The latest album's title, This is My Truth Tell Me Yours, is a phrase coined by Welsh politician Aneurin Bevan, a former miner who became the architect of Britain's National Health Service. The first single from the album, If You Tolerate This Your Children Will Be Next, is a tribute to the volunteers who served in the International Brigade against General Franco's fascists in the Spanish Civil war.

Selling records in Britain has never translated into success in North America for the Street Preachers, and even their more marketable contemporaries Oasis, Blur and Bush haven't captivated audiences here of late. Despite constant suggestions from the industry that groups like theirs could tip off another so-called British invasion, Bradfield thinks that has long become an industry cliche.

The group has gone through enough ups and downs over the past few years to feel truly grateful they're still around, Bradfield says.

Manager and close friend Philip Hall died of cancer in 1993, then guitarist Richey Edwards, who had suffered a previous nervous breakdown, disappeared without a trace in 1995.

"It was very much a personal thing for us because we all grew up in the same small town," Bradfield says.

To make the loss more painful, rumours that Edwards had been seen in various places around the world began to circulate.

"It's people who want to be a part of and perpetuate a rock myth," Bradfield says sadly. "We never talk about him as if he's dead."
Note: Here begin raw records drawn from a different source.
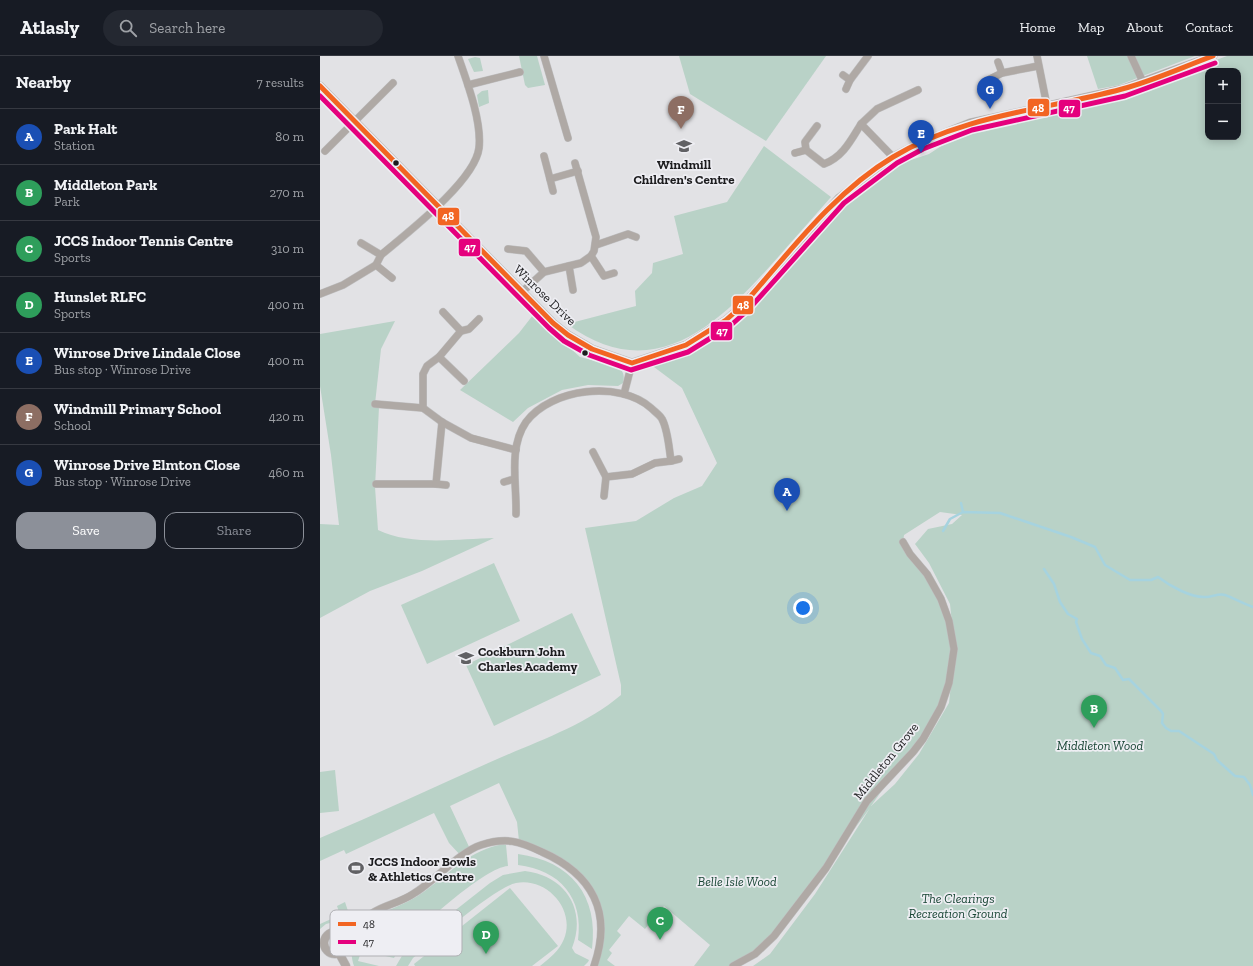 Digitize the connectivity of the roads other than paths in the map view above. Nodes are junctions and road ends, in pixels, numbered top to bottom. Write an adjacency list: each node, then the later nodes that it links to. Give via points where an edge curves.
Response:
1 (458, 56): 16 (street)
2 (544, 56): 24 (street)
3 (868, 56): 13 (street)
4 (1037, 56): 8 (street)
5 (1131, 56): 14 (street)
6 (1211, 56): 14 (street)
7 (998, 62): 10 (street)
8 (1038, 66): 10 (street); 20 (street)
9 (520, 72): 16 (street)
10 (1002, 73): 12 (street)
11 (843, 75): 13 (street)
12 (990, 79)
13 (850, 80): 18 (street)
14 (1142, 82): 20 (street, via 1123,89)
15 (393, 83): 21 (street)
16 (468, 85): 34 (street, via 476,117 479,148 473,164 461,181)
17 (320, 86): 21 (street, Winrose Drive)
18 (846, 88)
19 (918, 90): 22 (street, via 877,109)
20 (1046, 106): 29 (street, via 970,123)
21 (355, 121): 26 (street); 34 (street, Winrose Drive)
22 (861, 124): 25 (street, via 846,148 824,164); 29 (street)
23 (817, 126): 25 (street, via 805,142)
24 (568, 138)
25 (806, 150): 27 (street)
26 (325, 151)
27 (795, 153)
28 (544, 156): 32 (street)
29 (893, 157): 53 (street, via 839,198 766,281 726,320 686,345)
30 (575, 163): 31 (street)
31 (578, 171): 32 (street); 37 (street)
32 (550, 179): 33 (street)
33 (554, 191)
34 (438, 206): 39 (street); 47 (street, Winrose Drive)
35 (636, 237): 37 (street, via 628,234)
36 (361, 243): 39 (street)
37 (596, 245): 40 (street)
38 (508, 249): 43 (street, via 526,251)
39 (382, 255): 41 (street)
40 (591, 256): 42 (street, via 581,263); 44 (street, via 604,276)
41 (376, 265): 45 (street); 48 (street, via 343,285)
42 (569, 266): 43 (street); 46 (street)
43 (544, 272): 47 (street)
44 (614, 273)
45 (392, 278)
46 (573, 290)
47 (523, 291): 53 (street, Winrose Drive, via 568,335 592,349)
48 (320, 294)
49 (442, 312): 51 (street)
50 (479, 319): 51 (street, via 469,329)
51 (461, 331): 52 (street)
52 (439, 357): 54 (street); 57 (street, via 427,366 423,374)
53 (632, 363): 55 (street)
54 (464, 381)
55 (624, 394): 59 (street, via 583,392 565,396 548,404 526,422); 62 (street, via 646,404 662,418)
56 (375, 404): 57 (street)
57 (423, 408): 58 (street)
58 (442, 422): 59 (street, via 471,438); 67 (street)
59 (516, 450): 64 (street)
60 (593, 452): 63 (street)
61 (679, 459): 62 (street)
62 (671, 461): 63 (street, via 655,463 632,474)
63 (606, 477): 69 (street)
64 (514, 479): 65 (street); 70 (street, via 517,492)
65 (504, 482)
66 (376, 484): 67 (street)
67 (436, 484): 68 (street)
68 (446, 485)
69 (604, 496)
70 (516, 514)
71 (902, 542): 78 (street, Middleton Grove, via 927,574 941,599 949,621 954,649 949,683 941,707 913,752 867,801 826,868 774,936 755,954)
72 (378, 910): 77 (street, via 413,894 480,845 504,840 519,841 557,858 582,877 594,898 601,918 600,949)
73 (330, 932): 74 (street, via 325,937)
74 (322, 947)
75 (341, 956): 76 (street)
76 (346, 966)
77 (594, 966)
78 (732, 966)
When the band tours North America this summer, the goal is to make a breakthrough, but not necessarily a commercial one.

"We're not 20-year-old, snotty-nosed kids coming over now, going, 'Hey, we're going to blow America out of the water,'" Bradfield says.

"Just hoping to actually play for some people for once. I think it would be arrogant for us to write songs about some of those issues and not want them to be heard by people," he says.

"I'm not going to be humble. I think we're brilliant. I think something like If You Tolerate This, for me, is some of the best we've ever done."